How can you be sure that God is with you? For Israel, as recorded in Exodus 14, it was clear: by day look for a pillar of cloud, at night, a pillar of fire. It represented the glory of the Lord, and demonstrated that he was with his people. As Paul tells you, however, these events have a bearing on your life.
The Lord appears in the glory-cloud. The pillar of cloud and fire was the presence of the Lord with his people. The cloud is not just a meteorological oddity. Rather, it is a visible manifestation of the presence of the covenant God with his people. On a smaller scale the Angel of the Lord had spoken to Moses from the burning bush. Now the Lord provides shade from the desert sun and light for his people at night. More than that, the pillar moves to guide his people through the wilderness. The Lord does not simply point his people towards the promised land—he accompanies them, he leads them. Isaiah saw the glory of the Lord fill the temple, and John tells you that Isaiah saw Christ’s glory and spoke of him, John 12:41. The Word reveals the glory of the Father. That glory was present in symbolic form as the cloud led the people. In his mysterious way he does not take them on the direct route, but rather leads them through the wilderness and into what seems to be a tactical mistake.
The Lord interposes himself between his people and their enemies. You might have thought that Egypt had been devastated by the plagues, especially the last one. But Pharaoh again hardens his heart and has second thoughts about letting his slave nation go. The army pursues, and soon has Israel trapped between the sea and the Egyptians. The people cry out in fear, but Moses assures them that they simply need to stand firm and see the deliverance the Lord will provide. The cloud makes a unique move—it shifts to between Israel and the pursuing army, forming a barrier, dark on Egypt’s side, but burning bright on the other to give light to God’s people. Your God places himself between you and your enemies!

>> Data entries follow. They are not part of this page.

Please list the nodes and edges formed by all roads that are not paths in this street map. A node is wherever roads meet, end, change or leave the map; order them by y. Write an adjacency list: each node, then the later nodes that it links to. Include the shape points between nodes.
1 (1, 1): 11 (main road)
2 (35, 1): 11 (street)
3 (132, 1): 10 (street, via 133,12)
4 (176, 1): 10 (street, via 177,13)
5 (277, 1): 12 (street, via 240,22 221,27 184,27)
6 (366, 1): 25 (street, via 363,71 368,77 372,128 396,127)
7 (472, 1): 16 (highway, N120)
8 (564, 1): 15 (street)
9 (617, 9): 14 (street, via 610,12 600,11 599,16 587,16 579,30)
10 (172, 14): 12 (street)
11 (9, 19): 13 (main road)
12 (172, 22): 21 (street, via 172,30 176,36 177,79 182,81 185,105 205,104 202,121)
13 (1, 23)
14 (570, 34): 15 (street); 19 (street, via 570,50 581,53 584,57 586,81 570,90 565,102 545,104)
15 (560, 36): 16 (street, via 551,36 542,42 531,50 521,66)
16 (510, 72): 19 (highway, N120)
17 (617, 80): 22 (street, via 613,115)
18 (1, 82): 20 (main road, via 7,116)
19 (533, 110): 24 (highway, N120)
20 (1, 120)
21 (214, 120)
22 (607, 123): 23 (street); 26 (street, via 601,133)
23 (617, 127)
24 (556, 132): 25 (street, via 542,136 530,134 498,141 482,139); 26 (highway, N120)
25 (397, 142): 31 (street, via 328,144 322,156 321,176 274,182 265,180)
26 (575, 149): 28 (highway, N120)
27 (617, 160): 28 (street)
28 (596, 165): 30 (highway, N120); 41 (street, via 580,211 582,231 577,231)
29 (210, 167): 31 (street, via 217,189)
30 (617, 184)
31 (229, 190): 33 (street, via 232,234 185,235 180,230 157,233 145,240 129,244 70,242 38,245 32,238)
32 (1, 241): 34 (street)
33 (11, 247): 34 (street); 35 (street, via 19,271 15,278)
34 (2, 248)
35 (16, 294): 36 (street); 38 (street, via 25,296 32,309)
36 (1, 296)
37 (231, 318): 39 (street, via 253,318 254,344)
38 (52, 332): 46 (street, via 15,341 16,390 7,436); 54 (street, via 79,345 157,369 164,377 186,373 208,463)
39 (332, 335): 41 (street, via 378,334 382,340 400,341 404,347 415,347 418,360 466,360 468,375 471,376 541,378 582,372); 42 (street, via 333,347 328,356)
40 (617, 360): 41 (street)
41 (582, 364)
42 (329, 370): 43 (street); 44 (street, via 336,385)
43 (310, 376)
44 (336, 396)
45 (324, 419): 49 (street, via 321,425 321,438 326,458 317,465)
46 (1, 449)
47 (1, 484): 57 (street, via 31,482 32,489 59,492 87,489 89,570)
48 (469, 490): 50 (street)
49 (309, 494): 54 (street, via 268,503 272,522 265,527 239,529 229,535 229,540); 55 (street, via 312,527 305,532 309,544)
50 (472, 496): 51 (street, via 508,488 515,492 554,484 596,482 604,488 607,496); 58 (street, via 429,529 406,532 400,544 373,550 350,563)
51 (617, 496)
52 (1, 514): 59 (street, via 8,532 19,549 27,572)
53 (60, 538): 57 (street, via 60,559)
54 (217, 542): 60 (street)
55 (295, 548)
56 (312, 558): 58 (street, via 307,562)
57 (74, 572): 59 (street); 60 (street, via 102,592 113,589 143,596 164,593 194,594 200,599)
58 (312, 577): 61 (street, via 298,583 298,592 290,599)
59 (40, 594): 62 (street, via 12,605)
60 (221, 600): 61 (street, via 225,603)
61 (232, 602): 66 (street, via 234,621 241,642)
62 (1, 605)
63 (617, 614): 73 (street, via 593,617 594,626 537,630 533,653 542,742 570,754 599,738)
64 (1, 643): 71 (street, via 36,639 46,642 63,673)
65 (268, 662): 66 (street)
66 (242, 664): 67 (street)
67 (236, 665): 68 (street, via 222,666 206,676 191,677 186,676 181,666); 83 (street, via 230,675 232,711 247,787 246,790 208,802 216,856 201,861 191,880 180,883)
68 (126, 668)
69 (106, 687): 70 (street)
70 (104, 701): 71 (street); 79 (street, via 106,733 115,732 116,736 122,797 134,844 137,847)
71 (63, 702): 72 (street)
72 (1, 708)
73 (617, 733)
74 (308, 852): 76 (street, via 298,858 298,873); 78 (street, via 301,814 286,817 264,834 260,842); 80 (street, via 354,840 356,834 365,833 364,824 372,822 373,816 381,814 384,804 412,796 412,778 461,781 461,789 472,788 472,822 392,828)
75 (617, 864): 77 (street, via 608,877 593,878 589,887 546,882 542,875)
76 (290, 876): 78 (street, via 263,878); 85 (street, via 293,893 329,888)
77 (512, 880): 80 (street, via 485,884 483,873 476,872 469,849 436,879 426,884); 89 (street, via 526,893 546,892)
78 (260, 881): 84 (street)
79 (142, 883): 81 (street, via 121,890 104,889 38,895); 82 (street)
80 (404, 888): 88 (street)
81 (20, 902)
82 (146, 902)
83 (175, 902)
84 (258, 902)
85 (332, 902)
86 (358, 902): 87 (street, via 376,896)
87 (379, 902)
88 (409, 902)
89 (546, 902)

Pass through death to life. The sea of death threatens you. The Red Sea, or the Sea of Reeds, is more than an unfriendly barrier to Israel. In the ancient world the sea was a place of chaos and destruction, as Jonah’s prayer indicates. The sea was an unfriendly place. It recalled the judgment of the flood.
The Lord brings you safely through.
He brings judgment on his and your enemies. The Lord doe not leave his people trapped. He has Moses stretch out his staff over the sea—and the strong east wind opens up a path through the water. Remember that the Hebrew word for wind is also the word for spirit. Think back to the account of creation, when the Spirit hovered over the unformed waters. You might describe some of the plagues as acts of de-creation. Now the Spirit of God opens a way of deliverance, and the nation of Israel passes safely through. The Egyptian army follows—and when Moses holds out his staff again, the waters come together and the enemy is drowned. The army of Pharaoh perishes. The Lord does battle and gains the victory for his people. That calls for celebration, as the next chapter indicates. “Yahweh God demonstrated his lordship over the cosmic kingdom as he, administering his creation covenant, gave constant assurance of his presence, provided protection from the sun by day and light by night, and gave guidance on a way not known by to the freed slaves. As the Israelites journey or stayed in camp, they had the constant assurance of the covenant Immanuel principle: God is with us. . . . Every Egyptian pursuing them and causing terror would be wiped away for all time. The Israelites had but to trust and obey. Yahweh God would carry out his purposes: defeat, humble, and incapacitate the enemy and deliver his chosen people from their bondage and from any threat of reoccurrence under Egyptian power and authority.” (Gerard Van Groningen, From Creation to Consummation, pp. 304-305).
Follow the Lord of glory! Trust the Lord into whom you have been baptized. As Paul calls the church at Corinth to live as those united to Christ, he recalls this piece of the history of Israel. Despite the contrasts of situyation and culture, Israel in the desert is relevant for both urbane Corinth and the contemporary church. As Israel was united to their deliverer, Moses, they experience the mighty acts of God on their behalf. At the heart of the sacrament of baptism, even deeper than the symbolism of washing and cleansing, is the idea of union and fellowship. Israel was baptized into Moses in the cloud and in the sea. You have been baptized into Christ. You belong to him. “Just as in baptism an intimate relation is established between the believer and Christ, based on the saviorship of Christ, even so the mighty acts of divine deliverance wrought through Moses pledged Israel to faith in him. And, as during the ministry of Jesus faith and unbelief proved the two decisive factors, so during the wilderness journey a great drama of faith and unbelief was enacted, deciding the people’s fate (Heb. 3, 4).” Geerhardus Vos, Biblical Theology, p. 119).
Follow him. As Israel was to follow the cloud, your life of faith means trusting in, following the Lord Jesus Christ. It means turning away from sin. It means entrusting yourself to your Savior. What happened to Israel was written down as an example for you.
How do you know that God is with you? Not because you can see a temporary pillar of cloud and fire. Rather, you have the very presence of the Lord of glory, and you, his church, have been baptized into him.